Assignment:
Would you write out the entries that follow word for word, omitting any images?

Data for the task:

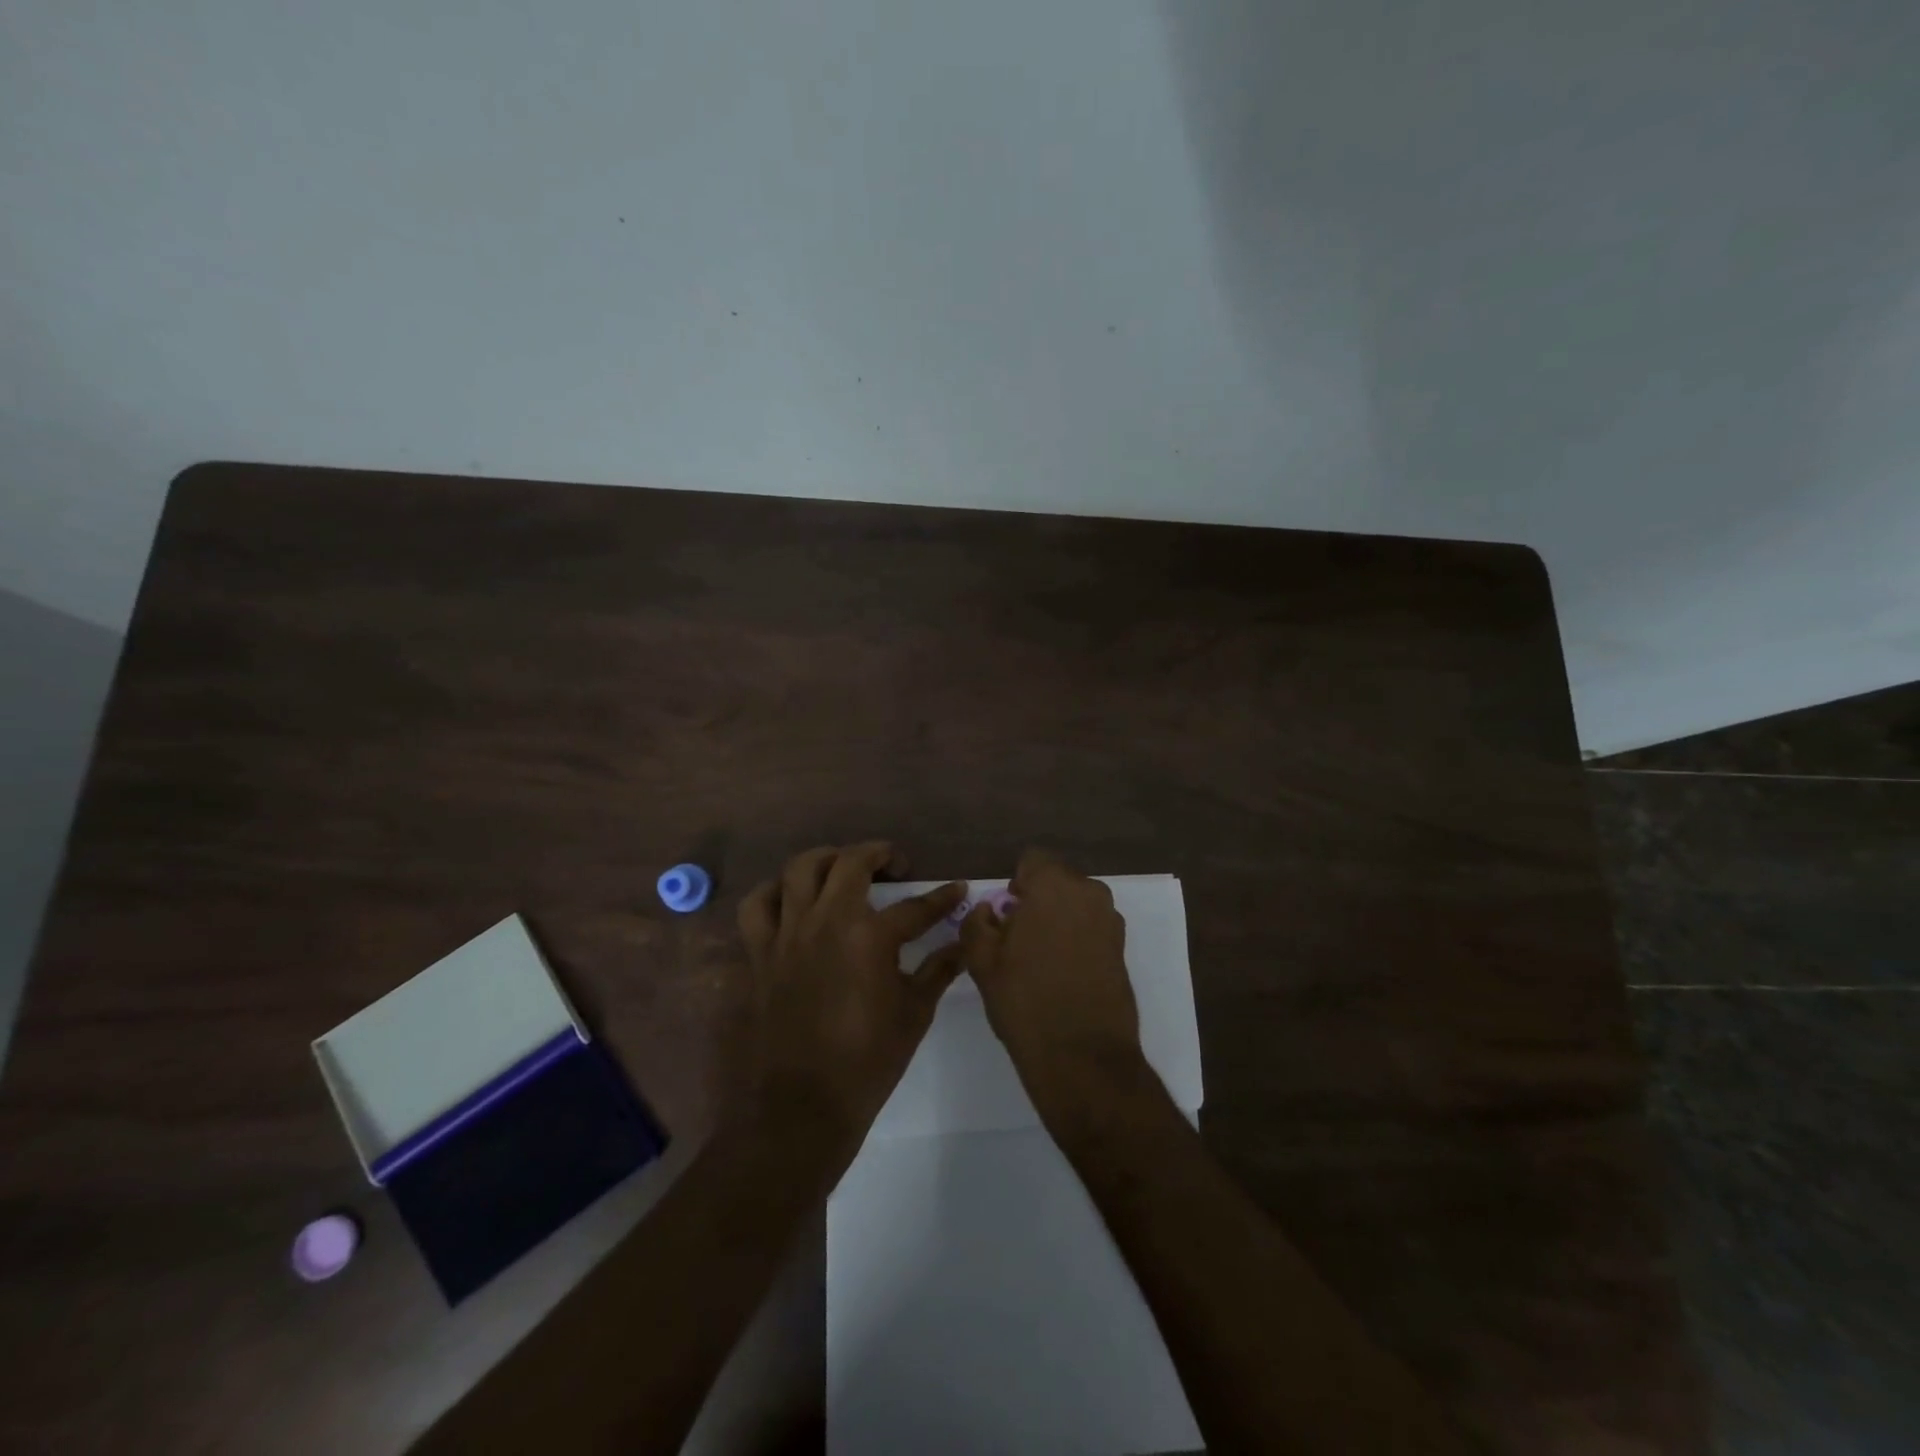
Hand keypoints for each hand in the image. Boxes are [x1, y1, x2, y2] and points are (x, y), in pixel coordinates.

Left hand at [737, 842, 965, 1148]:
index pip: (915, 906)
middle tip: (896, 865)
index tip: (957, 889)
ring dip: (827, 859)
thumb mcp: (914, 1013)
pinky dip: (774, 893)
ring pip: (800, 868)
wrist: (803, 1105)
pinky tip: (793, 901)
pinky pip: (757, 905)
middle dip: (880, 854)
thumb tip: (964, 946)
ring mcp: (789, 933)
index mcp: (870, 937)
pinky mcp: (761, 952)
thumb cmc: (868, 1061)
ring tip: (843, 869)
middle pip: (851, 863)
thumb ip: (938, 970)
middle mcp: (827, 921)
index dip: (941, 897)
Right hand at [959, 848, 1147, 1126]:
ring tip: (1041, 962)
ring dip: (1058, 920)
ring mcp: (1111, 921)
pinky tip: (1063, 976)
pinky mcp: (1123, 949)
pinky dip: (1077, 940)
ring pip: (1075, 905)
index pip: (1032, 860)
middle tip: (1019, 940)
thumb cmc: (1025, 1001)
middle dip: (1037, 901)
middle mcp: (1089, 893)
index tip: (1006, 916)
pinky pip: (1092, 928)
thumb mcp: (982, 961)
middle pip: (1056, 882)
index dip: (1015, 884)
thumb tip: (987, 911)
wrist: (1083, 1058)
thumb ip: (977, 924)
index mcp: (1054, 886)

Exercise solution:
Hand keypoints for each hand in the image. Boxes are [x1, y1, x2, y2] and points are (x, y), in pixel coordinates.

Left hand at [737, 842, 965, 1148]:
index pip: (915, 906)
middle tip: (896, 865)
index tip: (957, 889)
ring dip: (827, 859)
thumb mcp: (914, 1013)
pinky dip: (774, 893)
ring pip: (800, 868)
wrist: (803, 1105)
pinky tip: (793, 901)
pinky pip: (757, 905)
middle dip: (880, 854)
thumb tip: (964, 946)
ring mcp: (789, 933)
index mcp: (870, 937)
pinky mcp: (761, 952)
thumb cmc: (868, 1061)
ring tip: (843, 869)
middle pip: (851, 863)
thumb ip: (938, 970)
middle mcp: (827, 921)
index dip: (941, 897)
Right hand at [959, 848, 1147, 1126]:
ring tip: (1041, 962)
ring dip: (1058, 920)
ring mcp: (1111, 921)
pinky tip: (1063, 976)
pinky mcp: (1123, 949)
pinky dip: (1077, 940)
ring pip: (1075, 905)
index pip: (1032, 860)
middle tip: (1019, 940)
thumb cmc: (1025, 1001)
middle dip: (1037, 901)
middle mcp: (1089, 893)
index tip: (1006, 916)
pinky pip: (1092, 928)
thumb mcp: (982, 961)
middle pip: (1056, 882)
index dip: (1015, 884)
thumb tip: (987, 911)
wrist: (1083, 1058)
thumb ip: (977, 924)
index mcp: (1054, 886)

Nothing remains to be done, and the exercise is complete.